Juan Canela

Una mañana de abril de 1994 el cuerpo de Kurt Cobain era encontrado en su casa de Seattle. Tras años intentando desaparecer dentro de sí mismo, el líder de Nirvana terminó quitándose la vida en lo más alto de su carrera. El mismo año, el joven excursionista Christopher McCandless huye de la civilización y muere de hambre en la tundra Ártica. Estos dos sucesos sirven de punto de partida a Quim Packard para desarrollar A Place No Cars Go. No es difícil trazar un vínculo entre los dos episodios y el recelo de ambos personajes hacia la idea de progreso occidental. De la misma manera, parece que en los últimos tiempos vuelve aquella idea de encontrar refugio en la naturaleza, en los espacios íntimos, en lo pequeño, en lo sencillo. Ante la actual pérdida de referentes y de valores, en plena época de avances tecnológicos, desmaterialización del trabajo, macroeconomía y problemas globales se aprecia una voluntad en algunos entornos de vuelta a lo básico, a lo ancestral y lo esencial. Una vuelta a las raíces. Podemos verlo en la música, el cine, o incluso en las artes visuales. En cualquier caso, es evidente que está latente la idea de buscar refugio del progreso actual o de re-explorar el mundo físico, inexplorado e incontrolable.

A Place No Cars Go muestra el trabajo de artistas como Guim Camps, Mimosa Echard, Eva Engelbert Wytske van Keulen, Marijn van Kreij, Pere Llobera, Mercedes Mangrané o Gerard Ortín, que exploran la idea del retorno a lo esencial. A través de distintos medios como la pintura, el dibujo, la instalación, el vídeo o la fotografía la exposición establece distintas líneas que generan un espacio compartido, un sentido de comunidad que transita entre los paisajes recónditos de Mangrané y Llovera, la naturaleza salvaje de Ortín, las zonas rurales de Van Keulen, o el recuerdo de árboles y bosques de la instalación de Guim Camps. El círculo se cierra (o empieza), con el vídeo de Eva Engelbert, que muestra un grupo de personas en el interior de un viejo edificio. No se sabe muy bien qué hacen o dónde están, pero se intuye un sentido de organización autónoma; un modo de vida propio, frente al mundo exterior. Además, David Armengol propone una banda sonora muy adecuada que nos recibe al visitar la exposición, y la programación se completa con una mesa redonda sobre la figura de Kurt Cobain y su influencia, una presentación del marco conceptual del proyecto, y un pase de dos películas de referencia para el mismo.
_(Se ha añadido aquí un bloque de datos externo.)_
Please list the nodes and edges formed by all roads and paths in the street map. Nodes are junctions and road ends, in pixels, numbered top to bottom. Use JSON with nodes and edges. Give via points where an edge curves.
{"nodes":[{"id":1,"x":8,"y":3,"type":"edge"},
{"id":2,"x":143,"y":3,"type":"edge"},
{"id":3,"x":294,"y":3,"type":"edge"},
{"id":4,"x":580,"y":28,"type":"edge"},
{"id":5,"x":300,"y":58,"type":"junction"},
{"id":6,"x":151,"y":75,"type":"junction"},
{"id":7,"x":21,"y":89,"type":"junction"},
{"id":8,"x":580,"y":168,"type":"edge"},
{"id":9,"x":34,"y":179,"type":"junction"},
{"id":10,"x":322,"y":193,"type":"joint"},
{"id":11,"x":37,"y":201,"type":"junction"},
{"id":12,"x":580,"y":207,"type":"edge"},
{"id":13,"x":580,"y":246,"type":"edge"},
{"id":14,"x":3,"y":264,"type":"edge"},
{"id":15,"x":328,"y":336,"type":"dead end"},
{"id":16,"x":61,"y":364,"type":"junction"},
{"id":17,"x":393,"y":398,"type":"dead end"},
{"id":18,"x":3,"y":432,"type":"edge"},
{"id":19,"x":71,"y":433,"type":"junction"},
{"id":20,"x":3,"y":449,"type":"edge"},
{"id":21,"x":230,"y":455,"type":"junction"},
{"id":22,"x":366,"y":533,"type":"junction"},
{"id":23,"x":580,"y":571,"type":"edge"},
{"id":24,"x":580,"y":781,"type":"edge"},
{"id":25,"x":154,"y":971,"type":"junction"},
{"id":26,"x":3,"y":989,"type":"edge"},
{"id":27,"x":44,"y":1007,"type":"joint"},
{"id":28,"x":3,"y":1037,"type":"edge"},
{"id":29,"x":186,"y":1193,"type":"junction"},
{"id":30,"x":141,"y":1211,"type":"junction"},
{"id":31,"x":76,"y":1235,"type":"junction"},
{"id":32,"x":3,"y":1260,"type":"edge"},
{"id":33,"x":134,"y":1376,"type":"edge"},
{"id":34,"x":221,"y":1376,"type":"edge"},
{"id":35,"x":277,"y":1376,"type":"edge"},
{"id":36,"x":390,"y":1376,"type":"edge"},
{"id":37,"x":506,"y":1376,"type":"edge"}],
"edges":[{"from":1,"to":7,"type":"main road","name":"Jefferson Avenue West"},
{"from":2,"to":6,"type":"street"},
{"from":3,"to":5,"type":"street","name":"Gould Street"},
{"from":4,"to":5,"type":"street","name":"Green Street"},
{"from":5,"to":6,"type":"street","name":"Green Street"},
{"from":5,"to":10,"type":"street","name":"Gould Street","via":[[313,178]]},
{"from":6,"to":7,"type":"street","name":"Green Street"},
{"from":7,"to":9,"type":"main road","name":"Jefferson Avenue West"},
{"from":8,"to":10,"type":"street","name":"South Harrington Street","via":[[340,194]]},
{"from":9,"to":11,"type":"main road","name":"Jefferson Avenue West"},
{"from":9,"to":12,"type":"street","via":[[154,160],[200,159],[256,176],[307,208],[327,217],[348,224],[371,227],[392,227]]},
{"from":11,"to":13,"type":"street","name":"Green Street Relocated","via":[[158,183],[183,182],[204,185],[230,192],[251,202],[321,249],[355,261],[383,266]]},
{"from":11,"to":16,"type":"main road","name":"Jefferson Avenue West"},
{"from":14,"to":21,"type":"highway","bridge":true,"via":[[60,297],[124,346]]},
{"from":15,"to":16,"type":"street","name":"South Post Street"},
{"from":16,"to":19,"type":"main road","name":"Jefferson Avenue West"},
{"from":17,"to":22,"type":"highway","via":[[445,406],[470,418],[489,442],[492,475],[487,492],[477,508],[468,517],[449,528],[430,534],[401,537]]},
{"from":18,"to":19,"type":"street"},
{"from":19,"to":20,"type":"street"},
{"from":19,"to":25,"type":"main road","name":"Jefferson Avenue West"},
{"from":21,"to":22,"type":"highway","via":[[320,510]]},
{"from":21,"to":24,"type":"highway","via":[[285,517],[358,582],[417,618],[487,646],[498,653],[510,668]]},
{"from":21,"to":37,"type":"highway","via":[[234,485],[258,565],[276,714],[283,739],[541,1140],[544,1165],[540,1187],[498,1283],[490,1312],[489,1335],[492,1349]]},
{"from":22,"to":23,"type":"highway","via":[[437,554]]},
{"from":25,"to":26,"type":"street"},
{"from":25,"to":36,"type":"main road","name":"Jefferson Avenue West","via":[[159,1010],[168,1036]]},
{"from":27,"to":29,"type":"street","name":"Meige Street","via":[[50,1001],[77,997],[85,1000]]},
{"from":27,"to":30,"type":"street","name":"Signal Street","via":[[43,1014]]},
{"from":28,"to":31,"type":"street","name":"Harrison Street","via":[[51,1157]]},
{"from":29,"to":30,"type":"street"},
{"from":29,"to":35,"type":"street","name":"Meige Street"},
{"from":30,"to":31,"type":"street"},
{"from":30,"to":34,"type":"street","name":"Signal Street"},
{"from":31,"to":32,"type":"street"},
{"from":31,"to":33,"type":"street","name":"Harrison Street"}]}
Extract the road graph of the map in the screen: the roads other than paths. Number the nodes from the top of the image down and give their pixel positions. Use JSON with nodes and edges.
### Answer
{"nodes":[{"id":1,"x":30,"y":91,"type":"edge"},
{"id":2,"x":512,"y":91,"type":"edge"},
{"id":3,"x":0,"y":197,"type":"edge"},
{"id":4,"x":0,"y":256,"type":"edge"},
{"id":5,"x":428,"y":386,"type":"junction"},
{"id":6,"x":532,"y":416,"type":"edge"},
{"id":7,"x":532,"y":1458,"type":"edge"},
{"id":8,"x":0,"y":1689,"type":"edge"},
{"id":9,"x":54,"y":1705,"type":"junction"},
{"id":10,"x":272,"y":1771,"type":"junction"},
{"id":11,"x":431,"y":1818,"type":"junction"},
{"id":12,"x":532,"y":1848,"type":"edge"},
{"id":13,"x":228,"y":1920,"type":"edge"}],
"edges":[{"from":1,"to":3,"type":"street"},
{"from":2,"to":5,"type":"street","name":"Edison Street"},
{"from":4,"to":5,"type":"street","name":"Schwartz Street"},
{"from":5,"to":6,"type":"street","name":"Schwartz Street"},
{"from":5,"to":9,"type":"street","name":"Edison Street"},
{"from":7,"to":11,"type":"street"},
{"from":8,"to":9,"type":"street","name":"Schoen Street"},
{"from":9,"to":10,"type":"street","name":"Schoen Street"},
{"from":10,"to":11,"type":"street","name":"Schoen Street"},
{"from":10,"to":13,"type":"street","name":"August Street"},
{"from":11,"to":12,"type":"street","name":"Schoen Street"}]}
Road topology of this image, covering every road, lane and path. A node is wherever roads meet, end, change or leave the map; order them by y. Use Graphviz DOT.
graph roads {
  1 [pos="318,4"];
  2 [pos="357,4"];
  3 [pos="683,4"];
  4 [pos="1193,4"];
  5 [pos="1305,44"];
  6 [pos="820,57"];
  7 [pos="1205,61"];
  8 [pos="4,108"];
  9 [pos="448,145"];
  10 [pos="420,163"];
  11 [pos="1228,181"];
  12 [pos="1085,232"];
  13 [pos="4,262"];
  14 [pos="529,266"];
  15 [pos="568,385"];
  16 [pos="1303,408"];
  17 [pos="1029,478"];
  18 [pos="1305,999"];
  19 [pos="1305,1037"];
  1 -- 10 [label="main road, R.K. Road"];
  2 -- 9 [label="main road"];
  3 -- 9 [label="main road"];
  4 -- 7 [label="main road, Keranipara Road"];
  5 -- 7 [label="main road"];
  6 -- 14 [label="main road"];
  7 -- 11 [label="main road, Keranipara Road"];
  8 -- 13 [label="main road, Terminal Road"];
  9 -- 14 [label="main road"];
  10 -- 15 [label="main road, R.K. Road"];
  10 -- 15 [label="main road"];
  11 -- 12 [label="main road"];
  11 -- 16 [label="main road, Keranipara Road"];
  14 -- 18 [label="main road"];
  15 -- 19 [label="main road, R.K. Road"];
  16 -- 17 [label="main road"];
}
La selección de piezas funciona de manera extraordinaria en el pequeño espacio Pou: autogestionado por artistas de la ciudad, sirve a la vez de taller y lugar de exhibición, difusión o encuentro, y esta desarrollando una interesante actividad en los últimos meses. En esta ocasión además, la relación entre continente y contenido es totalmente acertada. No hace falta más que una buena idea, imaginación, buenos trabajos, un pequeño espacio y ganas de hacer para sacar adelante un buen proyecto con artistas de la ciudad y de fuera, y generar, además distintos espacios de reflexión y debate. Una exposición comisariada por Quim Packard para Espacio Expo que pudo verse en Barcelona hasta el 19 de diciembre.

Imagen: Vista de la exposición con obras de Mercedes Mangrané y Gerard Ortín. Foto: elchiringuitodelarte.